> [EXERCISE DETAILS]
Needed from the entries below: every line that holds the word "roads".

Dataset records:
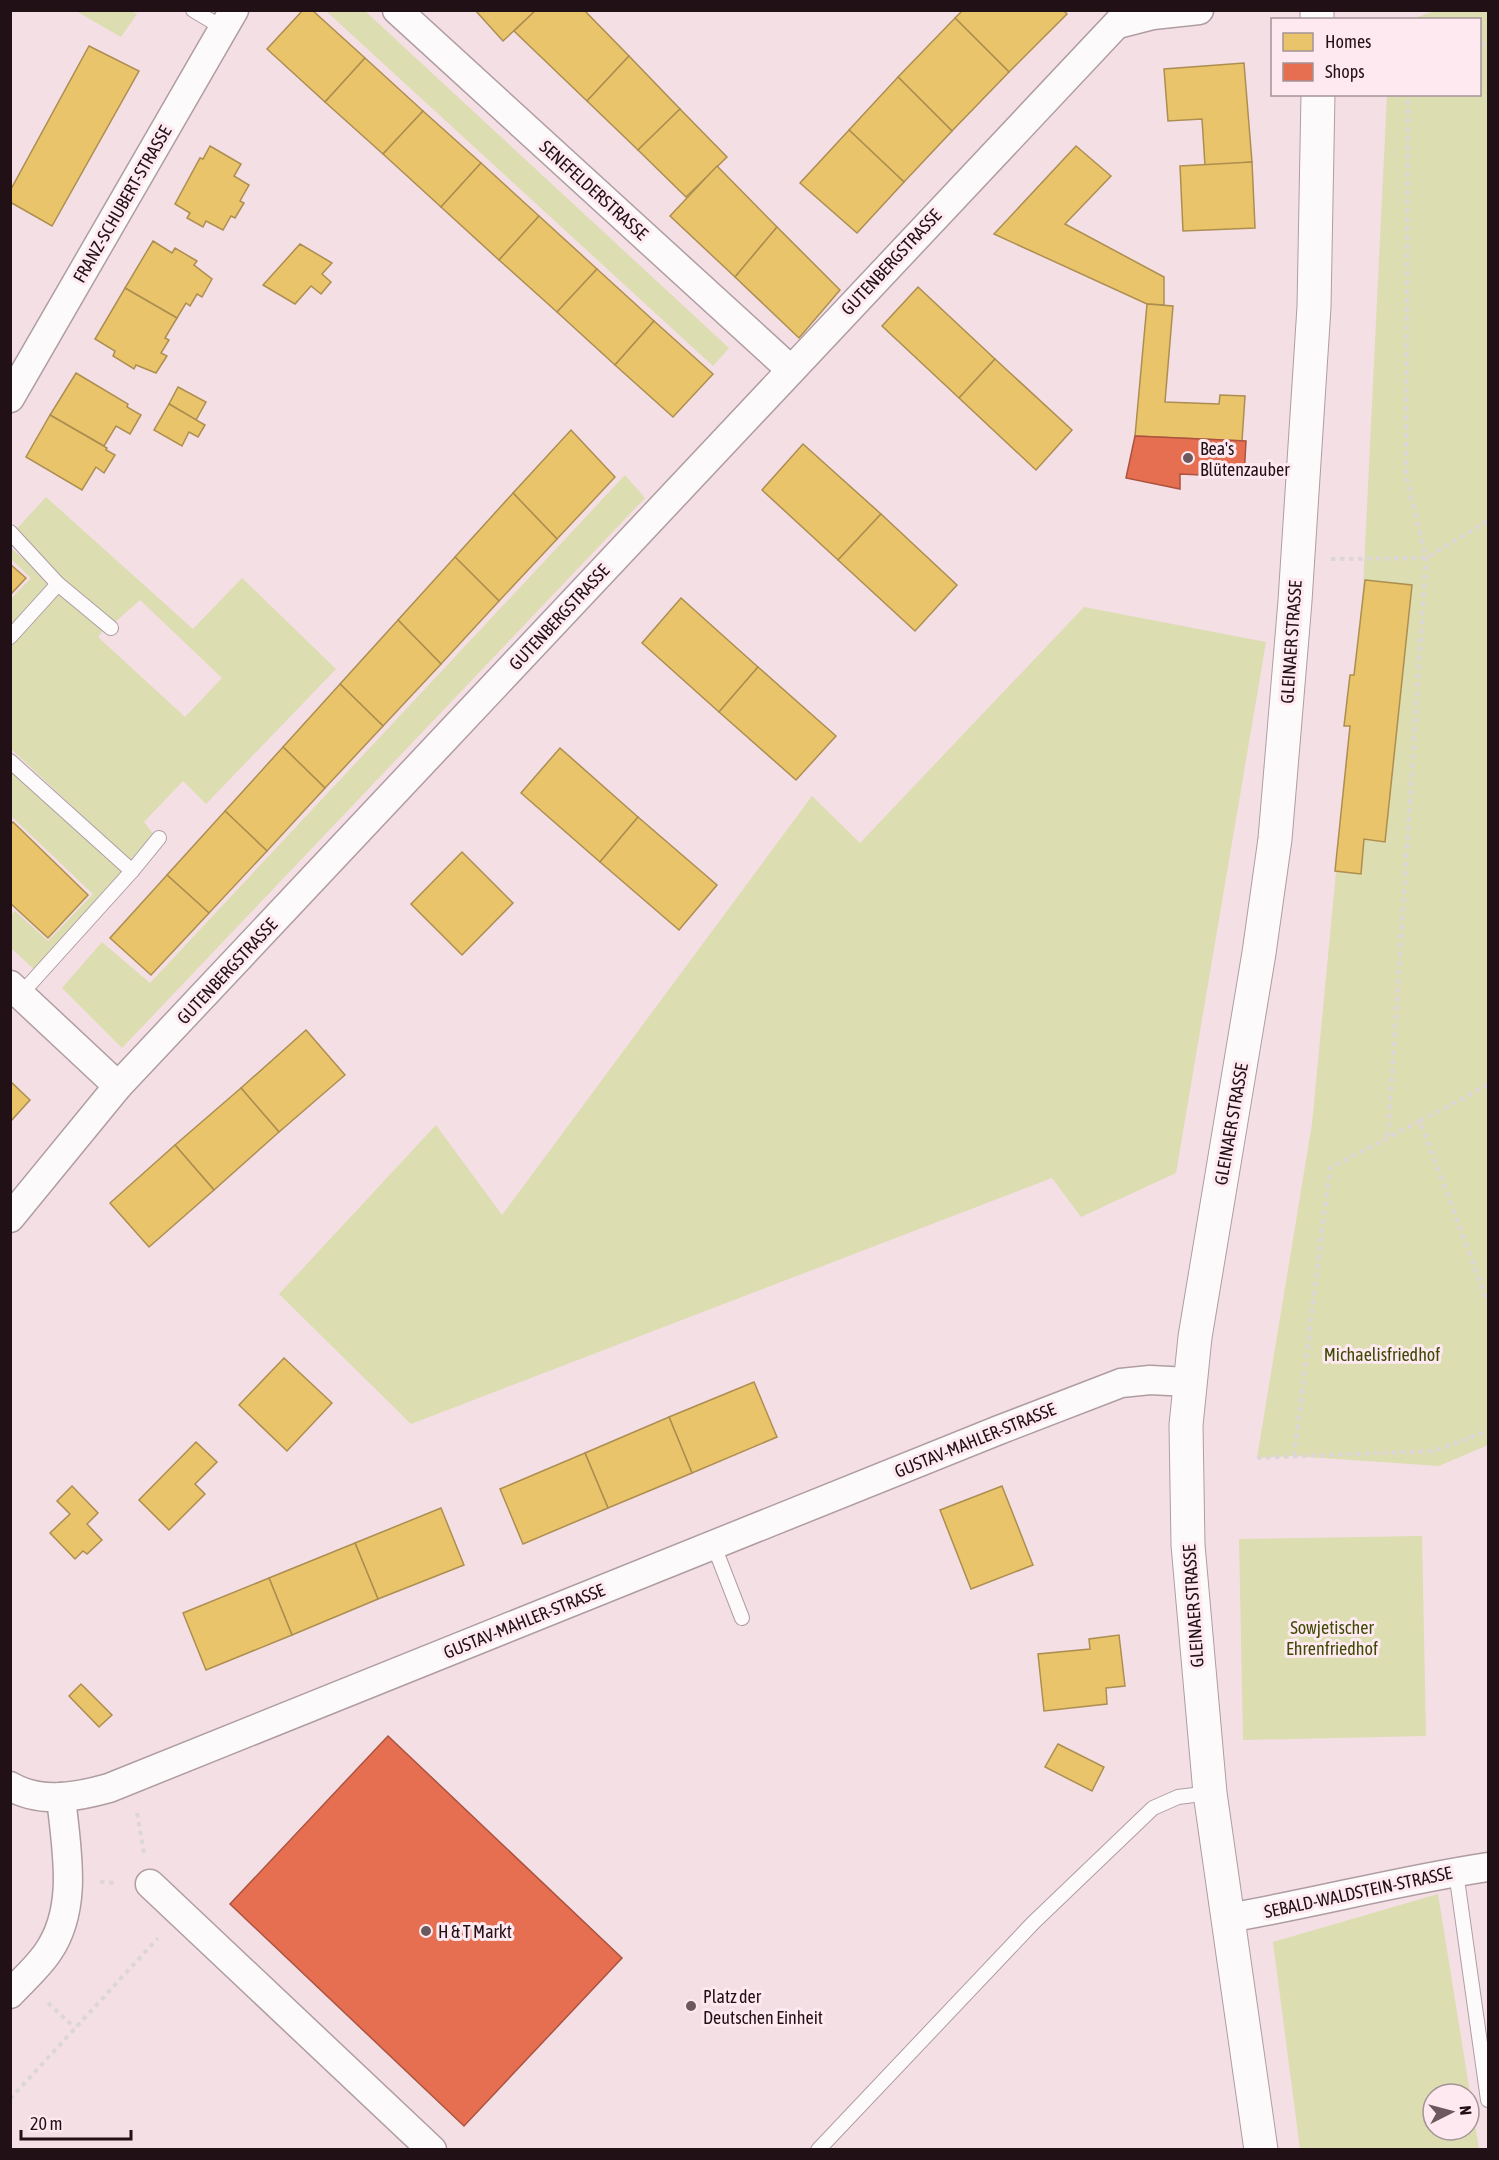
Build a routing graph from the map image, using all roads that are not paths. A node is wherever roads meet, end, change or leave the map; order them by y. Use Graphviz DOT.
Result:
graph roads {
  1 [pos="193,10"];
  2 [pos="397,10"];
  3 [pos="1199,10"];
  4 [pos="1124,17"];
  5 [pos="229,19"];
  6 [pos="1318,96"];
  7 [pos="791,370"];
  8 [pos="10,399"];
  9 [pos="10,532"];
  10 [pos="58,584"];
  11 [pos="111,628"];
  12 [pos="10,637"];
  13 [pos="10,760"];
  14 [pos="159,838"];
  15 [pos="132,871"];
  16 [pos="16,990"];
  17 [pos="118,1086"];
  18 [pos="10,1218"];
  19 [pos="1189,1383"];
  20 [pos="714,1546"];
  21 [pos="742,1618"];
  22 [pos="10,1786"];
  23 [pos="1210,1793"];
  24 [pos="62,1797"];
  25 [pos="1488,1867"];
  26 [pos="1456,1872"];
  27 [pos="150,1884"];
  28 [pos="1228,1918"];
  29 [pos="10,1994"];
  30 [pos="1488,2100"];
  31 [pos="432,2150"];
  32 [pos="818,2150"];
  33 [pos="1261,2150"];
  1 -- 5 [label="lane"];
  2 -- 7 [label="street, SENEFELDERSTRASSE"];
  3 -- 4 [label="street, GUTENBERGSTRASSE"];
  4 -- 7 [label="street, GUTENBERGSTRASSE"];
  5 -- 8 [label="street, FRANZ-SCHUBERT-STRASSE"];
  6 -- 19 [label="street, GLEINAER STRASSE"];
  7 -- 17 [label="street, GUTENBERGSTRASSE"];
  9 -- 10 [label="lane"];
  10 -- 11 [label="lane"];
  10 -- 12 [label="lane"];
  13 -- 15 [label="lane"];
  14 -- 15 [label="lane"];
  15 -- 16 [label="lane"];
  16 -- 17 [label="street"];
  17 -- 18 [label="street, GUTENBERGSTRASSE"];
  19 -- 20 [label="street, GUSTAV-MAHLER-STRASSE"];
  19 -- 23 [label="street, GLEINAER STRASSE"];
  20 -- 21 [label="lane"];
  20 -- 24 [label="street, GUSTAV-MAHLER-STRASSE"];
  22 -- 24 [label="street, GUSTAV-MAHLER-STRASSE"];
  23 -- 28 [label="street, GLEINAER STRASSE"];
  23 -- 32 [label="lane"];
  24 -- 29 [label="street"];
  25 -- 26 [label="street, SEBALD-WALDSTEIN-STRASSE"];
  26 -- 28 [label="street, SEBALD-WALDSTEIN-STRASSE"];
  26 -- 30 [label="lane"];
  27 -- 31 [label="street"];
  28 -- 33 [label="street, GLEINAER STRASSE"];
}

> [PROBLEM SOLUTION]
Build a routing graph from the map image, using all roads that are not paths. A node is wherever roads meet, end, change or leave the map; order them by y. Use Graphviz DOT.
graph roads {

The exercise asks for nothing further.